In vivo, 1h CFZ treatment selectively led to acute bradycardia with local activation of the RAS and accumulation of angiotensin in the heart. CFZ/atRA co-treatment decreased local angiotensin levels and prevented CFZ-induced bradycardia. There were no differences in angiotensin plasma levels in between the treated mice, suggesting that the local RAS in the heart rather than systemic effects of the RAS mediates the cardiotoxicity of CFZ.
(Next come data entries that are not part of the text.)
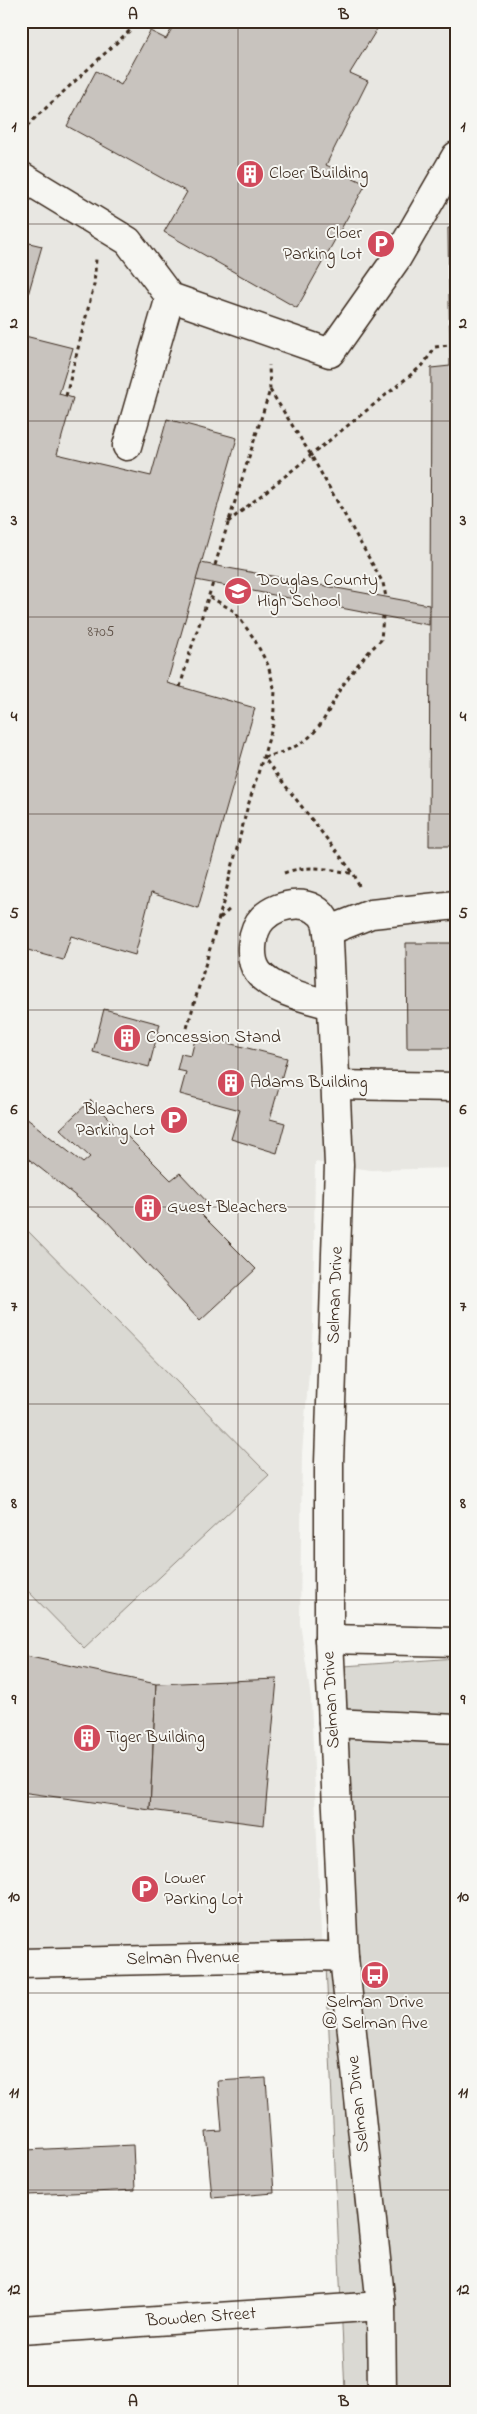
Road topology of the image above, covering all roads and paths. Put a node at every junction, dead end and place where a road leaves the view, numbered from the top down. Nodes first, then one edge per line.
1 (140, 21) edge
2 (21, 131) edge
3 (456, 156) edge
4 (21, 176) edge
5 (95, 256) dead end
6 (170, 297) junction
7 (449, 345) dead end
8 (269, 362) dead end
9 (270, 390) junction
10 (66, 396) dead end
11 (127, 446) dead end
12 (312, 455) junction
13 (228, 522) junction
14 (215, 565) dead end
15 (213, 583) dead end
16 (210, 597) junction
17 (386, 597) dead end
18 (383, 616) dead end
19 (180, 687) dead end
20 (264, 758) junction
21 (456, 905) edge
22 (371, 914) junction
23 (328, 931) junction
24 (331, 1006) junction
25 (187, 1028) dead end
26 (335, 1086) junction
27 (456, 1086) edge
28 (329, 1639) junction
29 (456, 1642) edge
30 (333, 1723) junction
31 (456, 1729) edge
32 (344, 1958) junction
33 (21, 1963) edge
34 (380, 2306) junction
35 (21, 2330) edge
36 (382, 2393) edge

1 - 2 path
3 - 6 street
4 - 6 street
5 - 10 path
6 - 11 street
7 - 12 path
8 - 9 path
9 - 12 path
9 - 13 path
12 - 13 path
12 - 17 path
13 - 14 path
15 - 16 path
16 - 19 path
16 - 20 path
18 - 20 path
20 - 22 path
20 - 25 path
21 - 22 street
22 - 23 street
23 - 24 street, Selman Drive
23 - 24 street, Selman Drive
24 - 26 street, Selman Drive
26 - 27 street
26 - 28 street, Selman Drive
28 - 29 street
28 - 30 street, Selman Drive
30 - 31 street
30 - 32 street, Selman Drive
32 - 33 street, Selman Avenue
32 - 34 street, Selman Drive
34 - 35 street, Bowden Street
34 - 36 street, Selman Drive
Our data suggest that CFZ specifically impairs cardiac contractility in a dose-dependent manner that is caused by its unique ß5/ß2 proteasome subunit co-inhibition pattern. CFZ leads to more efficient functional proteasome inhibition in cardiomyocytes, resulting in accumulation of LCAP that subsequently activates the local RAS and induce acute cardiotoxicity. Based on our findings, CFZ-induced cardiotoxicity may be prevented or mitigated by either blocking RAS activation at the angiotensin II receptor level using selective drugs like Valsartan, or by reducing angiotensin levels with atRA. This provides a rational strategy to prevent CFZ-induced acute cardiac toxicity by modulating the activity of the local RAS with approved drugs.

Disclosures: No relevant conflicts of interest to declare.